Community surveillance combats sexual and gender-based violence in Adamawa, North-east Nigeria
The Community Surveillance Team (CST) in Adamawa strives to prevent and address all forms of violence and harmful traditional practices against women and children.
In Doubeli community, Adamawa state, north-east Nigeria, eleven-year-old Amina (name changed), mustered a rare courage to share a gory experience with her teacher. Her 47-year-old neighbor, named Ibrahim had sexually abused her, and had threatened to kill her, if she told anyone. The school authorities immediately informed the Community Surveillance Team (CST), who took Amina for medical and psychosocial support at a health facility. The CST, afterwards, reported the case to the Gender Desk at the Doubeli Police Station. The police tracked and arrested Ibrahim.
The CST is a group of community-based change agents, who volunteer to prevent and respond to all forms of violence and harmful traditional practices against children and women in their community. The team works with women groups, community leaders, peer educators and the vigilante group in the communities and operate as foot soldiers for preventing and responding to Violence Against Children (VAC), Gender Based Violence (GBV); with specific focus on Violence Against Women and Girls (VAWG) and Harmful Practices (HP). The mandate of the Community Surveillance Teams includes creating awareness, identifying and providing immediate response to incidents of violence and harmful practices against women and girls in their communities. They also ensure that cases are referred to appropriate service providers such as the police, health facilities and social welfare, are documented in the Child Protection/Gender Based Information Management System (CP/GBIMS) and followed up till closure.
Between 2020 and 2022, UNICEF in partnership with the Adamawa State Office of the National Orientation Agency (NOA) and the Adamawa State Ministry of Women Affairs & Social Development (MWASD), formed 46 CSTs across 4 focus Local Government Areas (LGAs) of Adamawa State - Yola North, Yola South, Mubi North and Mubi South; with a total membership of 920 women and men, operating across the LGAs. This was done under the Spotlight Initiative, which is funded by the European Union and implemented by the United Nations (UN), with the objective to eliminate all forms of VAWG.
According to the Adamawa State Ministry of Women Affairs, there were 149 cases of rape against women and girls between January and October 2021, in the State. Also the Child Protection Information Management System (CPIMS) data indicates that in the same year, there were 180 cases (136 female and 44 male survivors) of sexual abuse/violence against children (persons below 18 years of age).
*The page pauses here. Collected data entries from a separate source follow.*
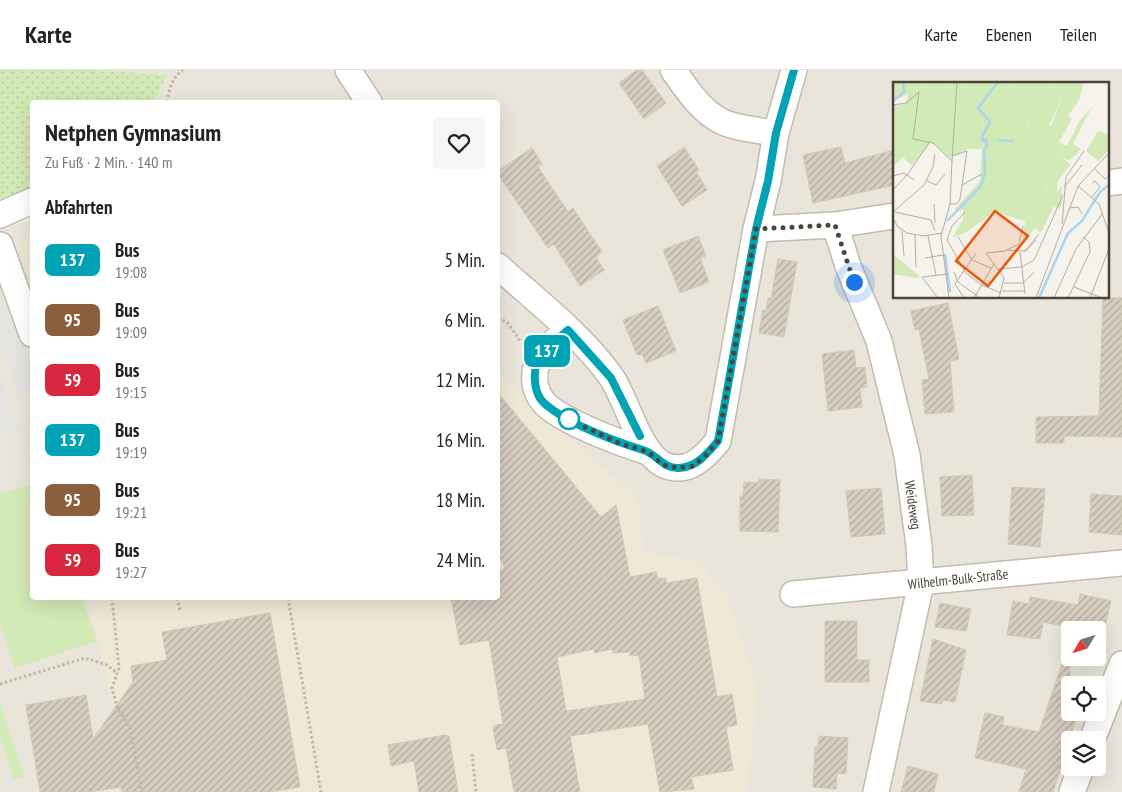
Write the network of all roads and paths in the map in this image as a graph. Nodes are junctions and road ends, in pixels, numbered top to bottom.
1 (184, 70) edge
2 (348, 70) edge
3 (673, 70) edge
4 (794, 70) edge
5 (167, 100) edge
6 (368, 100) edge
7 (776, 133) junction
8 (30, 202) edge
9 (0, 215) edge
10 (893, 216) edge
11 (835, 225) junction
12 (756, 229) junction
13 (0, 245) edge
14 (500, 268) edge
15 (500, 319) edge
16 (30, 328) edge
17 (568, 330) junction
18 (538, 362) junction
19 (648, 452) junction
20 (1122, 563) edge
21 (921, 583) junction
22 (793, 594) dead end
23 (112, 600) edge
24 (178, 600) edge
25 (288, 600) edge
26 (180, 610) dead end
27 (1122, 664) edge
28 (117, 673) junction
29 (0, 684) edge
30 (1096, 731) edge
31 (472, 754) dead end
32 (1078, 776) edge
33 (142, 792) edge
34 (321, 792) edge
35 (476, 792) edge
36 (876, 792) edge
37 (1072, 792) edge

1 - 5 path
2 - 6 street
3 - 7 street
4 - 7 street
7 - 12 street
8 - 9 street
10 - 11 street
11 - 12 street
11 - 21 street, Weideweg
12 - 19 street
13 - 16 street
14 - 17 street
15 - 18 path
17 - 18 street
17 - 19 street
18 - 19 street
20 - 21 street, Wilhelm-Bulk-Straße
21 - 22 street, Wilhelm-Bulk-Straße
21 - 36 street, Weideweg
23 - 28 path
24 - 26 path
25 - 34 path
27 - 30 street
28 - 29 path
28 - 33 path
31 - 35 path
32 - 37 street

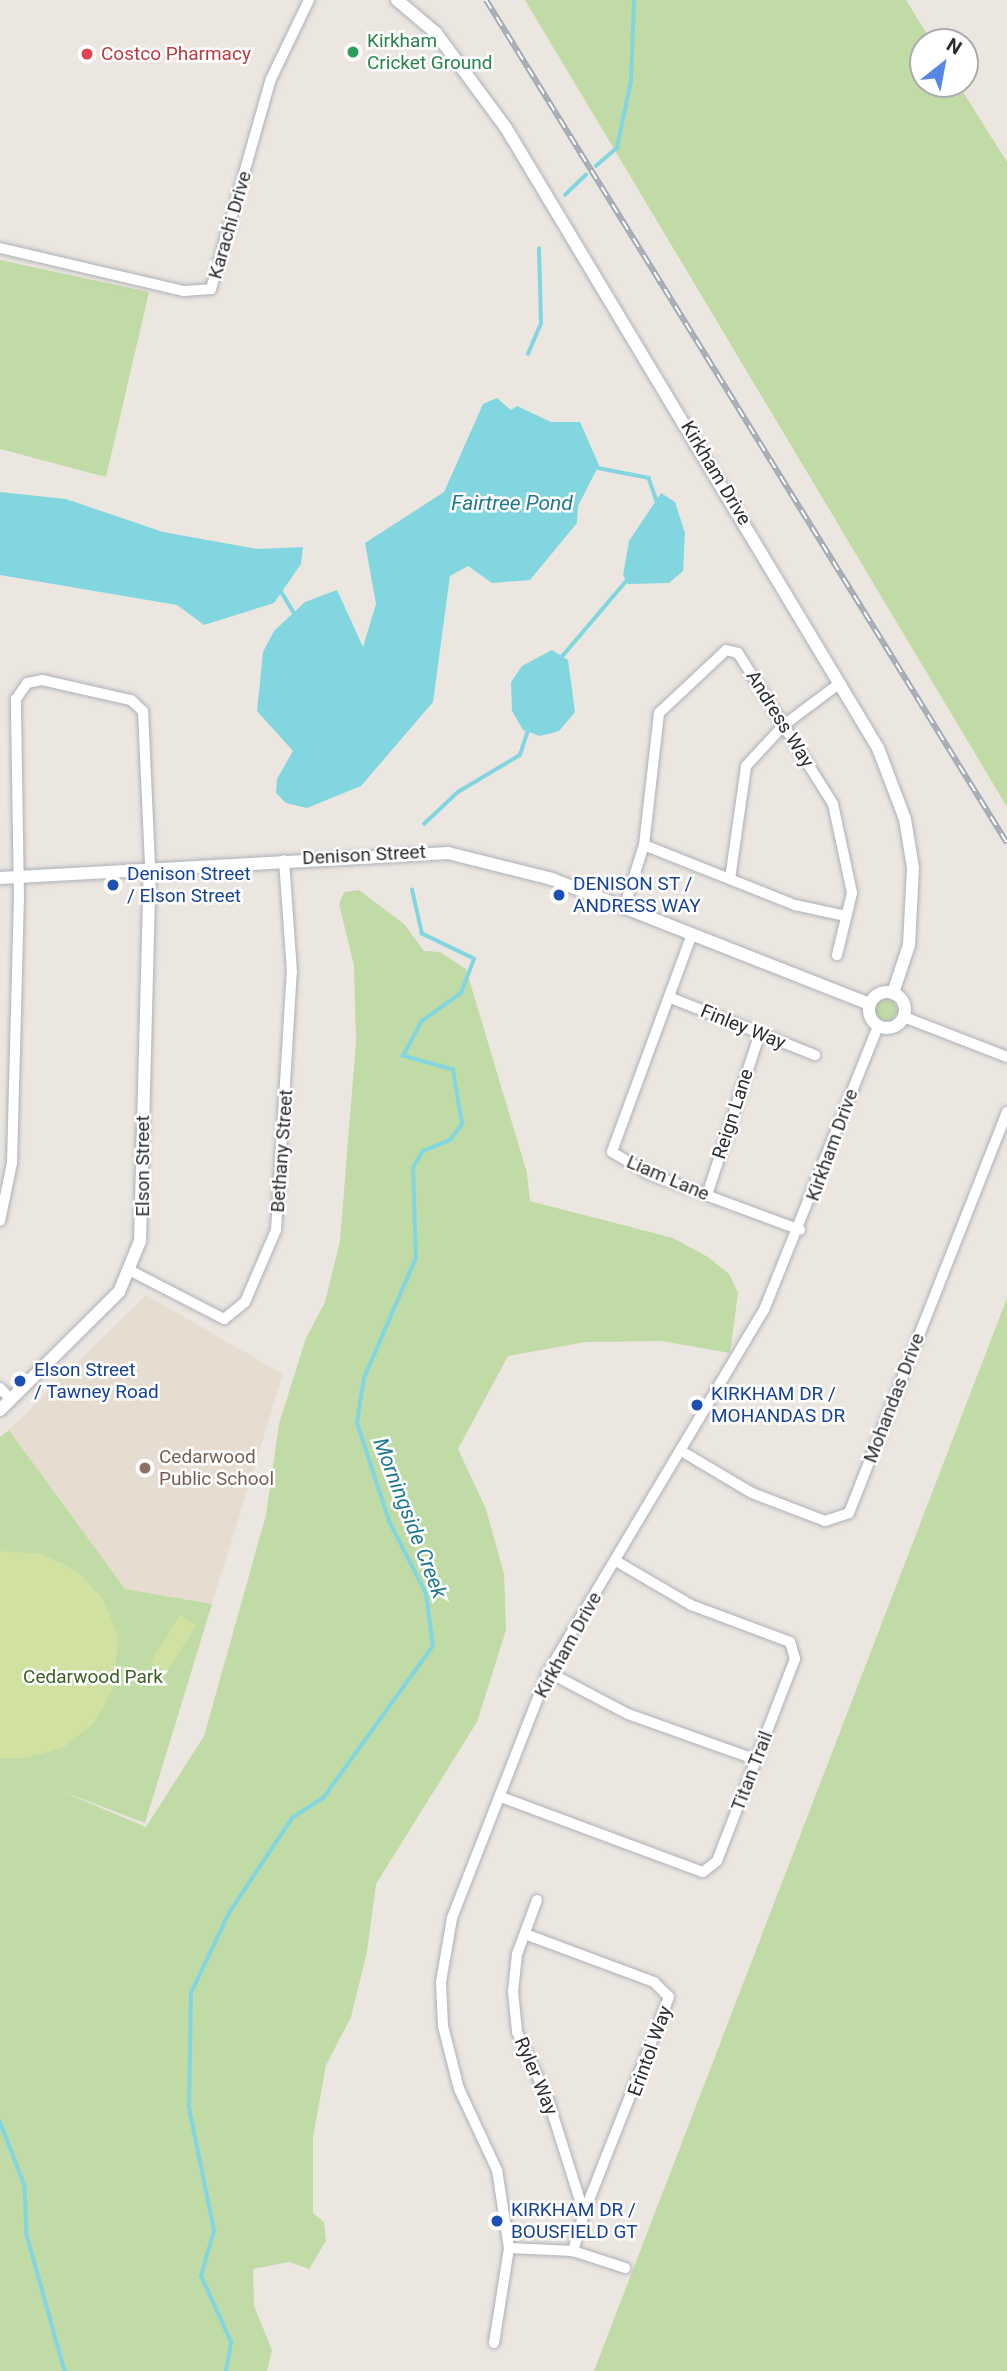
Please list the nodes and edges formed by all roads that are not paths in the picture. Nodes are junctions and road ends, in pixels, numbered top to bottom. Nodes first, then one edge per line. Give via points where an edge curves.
1 (309, 0) edge
2 (397, 0) edge
3 (0, 248) edge
4 (840, 682) junction
5 (784, 725) junction
6 (644, 845) junction
7 (284, 860) junction
8 (149, 868) junction
9 (19, 877) junction
10 (0, 878) edge
11 (730, 879) junction
12 (624, 908) junction
13 (846, 916) junction
14 (692, 934) junction
15 (837, 956) dead end
16 (893, 993) junction
17 (671, 998) junction
18 (869, 1004) junction
19 (904, 1017) junction
20 (878, 1027) junction
21 (760, 1033) junction
22 (815, 1055) dead end
23 (1007, 1057) edge
24 (1007, 1112) edge
25 (707, 1195) junction
26 (0, 1221) edge
27 (800, 1230) junction
28 (131, 1271) junction
29 (0, 1388) edge
30 (11, 1400) junction
31 (0, 1410) edge
32 (683, 1452) junction
33 (616, 1561) junction
34 (548, 1672) junction
35 (757, 1760) junction
36 (501, 1797) junction
37 (537, 1900) dead end
38 (525, 1934) junction
39 (584, 2213) junction
40 (509, 2248) junction
41 (573, 2251) junction
42 (625, 2268) dead end
43 (494, 2343) dead end

1 - 3 street, Karachi Drive via 267,92 211,289 184,291
2 - 4 street, Kirkham Drive via 436,33 506,128
4 - 5 street
4 - 16 street, Kirkham Drive via 889,771 910,843 911,932
5 - 6 street, Andress Way via 738,653 718,653 659,713
5 - 11 street via 746,766
5 - 13 street, Andress Way via 833,804 849,862
6 - 11 street
6 - 12 street, Andress Way
7 - 8 street, Denison Street
7 - 12 street, Denison Street via 448,853 516,867
7 - 28 street, Bethany Street via 292,972 276,1230 245,1302 225,1319
8 - 9 street, Denison Street
8 - 9 street via 143,711 131,700 34,679 16,699
8 - 28 street, Elson Street via 144,1219
9 - 10 street, Denison Street
9 - 26 street via 12,1163
11 - 13 street via 795,905
12 - 14 street, Denison Street
13 - 15 street, Andress Way
14 - 17 street
14 - 18 street, Denison Street
16 - 18 street via 881,992
16 - 19 street via 905,1005
17 - 21 street, Finley Way
17 - 25 street, Liam Lane via 612,1152
18 - 20 street
19 - 20 street via 890,1028
19 - 23 street
20 - 27 street, Kirkham Drive
21 - 22 street, Finley Way
21 - 25 street, Reign Lane
24 - 32 street, Mohandas Drive via 849,1513 824,1521 752,1493
25 - 27 street, Liam Lane
27 - 32 street, Kirkham Drive via 764,1310
28 - 30 street, Elson Street via 94,1320
29 - 30 street
30 - 31 street, Elson Street
32 - 33 street, Kirkham Drive
33 - 34 street, Kirkham Drive
33 - 35 street, Titan Trail via 691,1605 790,1642 795,1659
34 - 35 street via 628,1714
34 - 36 street, Kirkham Drive
35 - 36 street, Titan Trail via 717,1861 703,1872
36 - 40 street, Kirkham Drive via 452,1917 441,1982 456,2077 497,2170
37 - 38 street, Ryler Way
38 - 39 street, Ryler Way via 513,1991 517,2032 548,2099
38 - 39 street, Erintol Way via 654,1982 669,1997
39 - 41 street
40 - 41 street
40 - 43 street, Kirkham Drive
41 - 42 street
The Doubeli Surveillance team which took up Amina’s case, has successfully managed 22 GBV cases within a year and is supporting the survivors (60 percent of whom are children), all through to recovery. They worked with communities and families to discourage stigmatization. For Amina’s case, the CST continues to work with law enforcement agents and the social welfare, to ensure that justice is served. In 2021, the CST gained recognition of a joint UN monitoring team which also commended the group as a model for promoting community-based structures in eliminating VAWG.